Tatapan Xavier pun langsung tertuju pada lembar kerja yang berbada diatas mejanya. Ia memerhatikan foto wanita tersebut. Ia baca identitasnya lalu mengambil foto itu dan dipandanginya foto tersebut.
Senyuman manis pun terpancarkan diwajah tampannya.
“Cantik, manis dan ... seksi.” gumamnya seraya memerhatikan foto Xena.
Xavier bersandar di kursi kerjanya, seraya membolak-balikkan foto itu yang diapit dua jarinya.
‘Gadis itu begitu cantik, aku benar-benar tidak bisa melupakannya. Tatap matanya begitu membuatku tergoda, sungguh sepertinya aku mulai jatuh cinta saat pertama kali melihatnya.’ batinnya.
Xavier kembali memperhatikan foto itu. “Aurelia Xena. Definisi gadis cantik dan manis. Aku harus berbicara pada pihak HRD, agar gadis itu diterima bekerja disini.” monolognya.

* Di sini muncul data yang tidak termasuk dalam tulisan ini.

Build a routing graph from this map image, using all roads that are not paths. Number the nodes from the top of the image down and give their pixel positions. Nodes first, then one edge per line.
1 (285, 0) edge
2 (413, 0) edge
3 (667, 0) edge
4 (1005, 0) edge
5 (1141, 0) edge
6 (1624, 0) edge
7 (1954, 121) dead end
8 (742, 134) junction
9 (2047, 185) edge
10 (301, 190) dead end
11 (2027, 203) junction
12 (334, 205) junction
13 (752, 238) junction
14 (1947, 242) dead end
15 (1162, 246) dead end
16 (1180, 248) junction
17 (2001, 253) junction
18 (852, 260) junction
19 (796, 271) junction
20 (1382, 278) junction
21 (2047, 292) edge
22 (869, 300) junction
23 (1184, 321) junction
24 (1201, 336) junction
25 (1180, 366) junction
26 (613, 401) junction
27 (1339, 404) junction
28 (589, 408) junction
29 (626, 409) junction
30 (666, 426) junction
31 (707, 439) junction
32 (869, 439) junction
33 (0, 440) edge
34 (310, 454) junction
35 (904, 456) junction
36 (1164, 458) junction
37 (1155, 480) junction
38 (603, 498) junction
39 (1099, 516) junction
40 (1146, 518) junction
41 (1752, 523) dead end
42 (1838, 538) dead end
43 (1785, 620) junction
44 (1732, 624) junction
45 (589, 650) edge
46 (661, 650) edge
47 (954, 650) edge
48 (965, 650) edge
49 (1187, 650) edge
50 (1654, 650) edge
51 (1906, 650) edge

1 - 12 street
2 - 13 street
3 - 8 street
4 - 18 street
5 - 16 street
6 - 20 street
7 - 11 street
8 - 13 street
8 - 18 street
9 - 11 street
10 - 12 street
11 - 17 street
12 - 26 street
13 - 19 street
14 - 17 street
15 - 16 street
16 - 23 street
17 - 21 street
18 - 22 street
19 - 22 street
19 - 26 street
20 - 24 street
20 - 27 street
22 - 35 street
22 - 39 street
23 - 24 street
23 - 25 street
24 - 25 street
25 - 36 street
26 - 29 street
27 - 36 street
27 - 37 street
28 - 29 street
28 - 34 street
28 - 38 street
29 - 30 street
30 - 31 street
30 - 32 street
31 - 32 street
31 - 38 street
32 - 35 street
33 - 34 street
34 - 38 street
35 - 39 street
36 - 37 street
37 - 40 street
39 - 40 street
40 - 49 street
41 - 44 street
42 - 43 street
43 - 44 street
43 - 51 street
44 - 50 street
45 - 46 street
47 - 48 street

Lelaki yang memiliki garis tegas diwajahnya itu melihat lagi berkas yang Xena kirim di perusahaannya. Ia membaca bahwa Xena melamar pekerjaan sebagai ‘OB’.
Dahi Xavier berkerut begitu tahu pekerjaan yang dilamar.
“Wanita cantik seperti dia, tidak pantas berada di OB. Dia lebih pantas berada disampingku.” monolognya dengan senyuman smirk diwajahnya.
Ia menekan panggilan telpon tersebut yang mengarah langsung pada Anton sang HRD.
"Siang, Pak. Ada yang bisa saya bantu?"
“Anton, tolong kamu ke ruangan saya sekarang ya.” ucapnya.
"Baik, Pak."
Setelah mengakhiri panggilan tersebut, Xavier Langsung meletakkan telpon pada tempatnya. Ia memandangi lagi foto Xena seng senyuman smirk disudut bibirnya.
'Mungkin, dia adalah wanita yang selama ini aku cari.' batinnya.